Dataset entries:
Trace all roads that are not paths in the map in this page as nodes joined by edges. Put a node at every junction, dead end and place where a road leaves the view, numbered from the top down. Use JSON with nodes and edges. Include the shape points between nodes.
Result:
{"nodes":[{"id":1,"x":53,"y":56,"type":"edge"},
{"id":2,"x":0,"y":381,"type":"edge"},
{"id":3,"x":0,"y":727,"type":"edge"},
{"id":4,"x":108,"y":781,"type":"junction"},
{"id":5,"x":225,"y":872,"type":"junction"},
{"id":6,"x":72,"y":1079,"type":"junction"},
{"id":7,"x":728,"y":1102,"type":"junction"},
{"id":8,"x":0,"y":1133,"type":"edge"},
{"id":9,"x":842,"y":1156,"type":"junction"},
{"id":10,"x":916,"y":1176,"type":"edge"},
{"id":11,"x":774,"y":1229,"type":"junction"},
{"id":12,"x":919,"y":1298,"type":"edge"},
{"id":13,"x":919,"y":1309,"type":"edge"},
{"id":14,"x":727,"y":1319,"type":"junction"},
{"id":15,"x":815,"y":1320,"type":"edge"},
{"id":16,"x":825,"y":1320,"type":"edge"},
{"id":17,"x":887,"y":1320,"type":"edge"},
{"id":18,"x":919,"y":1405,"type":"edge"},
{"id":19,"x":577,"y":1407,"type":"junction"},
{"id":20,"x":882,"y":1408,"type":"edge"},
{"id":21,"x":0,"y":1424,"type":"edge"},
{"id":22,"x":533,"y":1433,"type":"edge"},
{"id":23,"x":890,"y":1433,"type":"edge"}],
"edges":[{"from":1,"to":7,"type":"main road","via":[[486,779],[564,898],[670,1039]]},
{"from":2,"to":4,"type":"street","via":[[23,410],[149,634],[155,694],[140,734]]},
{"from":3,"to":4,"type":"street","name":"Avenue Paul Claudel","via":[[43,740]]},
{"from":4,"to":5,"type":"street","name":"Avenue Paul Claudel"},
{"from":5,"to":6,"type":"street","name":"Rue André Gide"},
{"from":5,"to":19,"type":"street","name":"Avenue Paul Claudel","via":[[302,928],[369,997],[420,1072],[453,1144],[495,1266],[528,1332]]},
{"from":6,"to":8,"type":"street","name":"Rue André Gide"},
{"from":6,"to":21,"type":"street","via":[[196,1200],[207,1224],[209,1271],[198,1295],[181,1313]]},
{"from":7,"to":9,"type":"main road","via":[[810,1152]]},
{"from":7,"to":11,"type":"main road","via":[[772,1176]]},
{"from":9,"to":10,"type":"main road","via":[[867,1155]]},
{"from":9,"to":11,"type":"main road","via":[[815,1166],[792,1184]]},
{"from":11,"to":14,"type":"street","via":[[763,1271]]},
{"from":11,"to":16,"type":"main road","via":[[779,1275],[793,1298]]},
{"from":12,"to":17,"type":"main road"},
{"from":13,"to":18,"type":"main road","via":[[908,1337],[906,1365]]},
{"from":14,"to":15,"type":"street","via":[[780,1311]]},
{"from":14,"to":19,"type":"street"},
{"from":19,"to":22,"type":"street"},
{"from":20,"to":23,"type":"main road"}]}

**TASK DESCRIPTION**. Each line of the data must be returned exactly.

**ANSWER BOX**.
Trace all roads that are not paths in the map in this page as nodes joined by edges. Put a node at every junction, dead end and place where a road leaves the view, numbered from the top down. Use JSON with nodes and edges. Include the shape points between nodes.
Result:
{"nodes":[{"id":1,"x":53,"y":56,"type":"edge"},
{"id":2,"x":0,"y":381,"type":"edge"},
{"id":3,"x":0,"y":727,"type":"edge"},
{"id":4,"x":108,"y":781,"type":"junction"},
{"id":5,"x":225,"y":872,"type":"junction"},
{"id":6,"x":72,"y":1079,"type":"junction"},
{"id":7,"x":728,"y":1102,"type":"junction"},
{"id":8,"x":0,"y":1133,"type":"edge"},
{"id":9,"x":842,"y":1156,"type":"junction"},
{"id":10,"x":916,"y":1176,"type":"edge"},
{"id":11,"x":774,"y":1229,"type":"junction"},
{"id":12,"x":919,"y":1298,"type":"edge"},
{"id":13,"x":919,"y":1309,"type":"edge"},
{"id":14,"x":727,"y":1319,"type":"junction"},
{"id":15,"x":815,"y":1320,"type":"edge"},
{"id":16,"x":825,"y":1320,"type":"edge"},
{"id":17,"x":887,"y":1320,"type":"edge"},
{"id":18,"x":919,"y":1405,"type":"edge"},
{"id":19,"x":577,"y":1407,"type":"junction"},
{"id":20,"x":882,"y":1408,"type":"edge"},
{"id":21,"x":0,"y":1424,"type":"edge"},
{"id":22,"x":533,"y":1433,"type":"edge"},
{"id":23,"x":890,"y":1433,"type":"edge"}],
"edges":[{"from":1,"to":7,"type":"main road","via":[[486,779],[564,898],[670,1039]]},
{"from":2,"to":4,"type":"street","via":[[23,410],[149,634],[155,694],[140,734]]},
{"from":3,"to":4,"type":"street","name":"Avenue Paul Claudel","via":[[43,740]]},
{"from":4,"to":5,"type":"street","name":"Avenue Paul Claudel"},
{"from":5,"to":6,"type":"street","name":"Rue André Gide"},
{"from":5,"to":19,"type":"street","name":"Avenue Paul Claudel","via":[[302,928],[369,997],[420,1072],[453,1144],[495,1266],[528,1332]]},
{"from":6,"to":8,"type":"street","name":"Rue André Gide"},
{"from":6,"to":21,"type":"street","via":[[196,1200],[207,1224],[209,1271],[198,1295],[181,1313]]},
{"from":7,"to":9,"type":"main road","via":[[810,1152]]},
{"from":7,"to":11,"type":"main road","via":[[772,1176]]},
{"from":9,"to":10,"type":"main road","via":[[867,1155]]},
{"from":9,"to":11,"type":"main road","via":[[815,1166],[792,1184]]},
{"from":11,"to":14,"type":"street","via":[[763,1271]]},
{"from":11,"to":16,"type":"main road","via":[[779,1275],[793,1298]]},
{"from":12,"to":17,"type":"main road"},
{"from":13,"to":18,"type":"main road","via":[[908,1337],[906,1365]]},
{"from":14,"to":15,"type":"street","via":[[780,1311]]},
{"from":14,"to":19,"type":"street"},
{"from":19,"to":22,"type":"street"},
{"from":20,"to":23,"type":"main road"}]}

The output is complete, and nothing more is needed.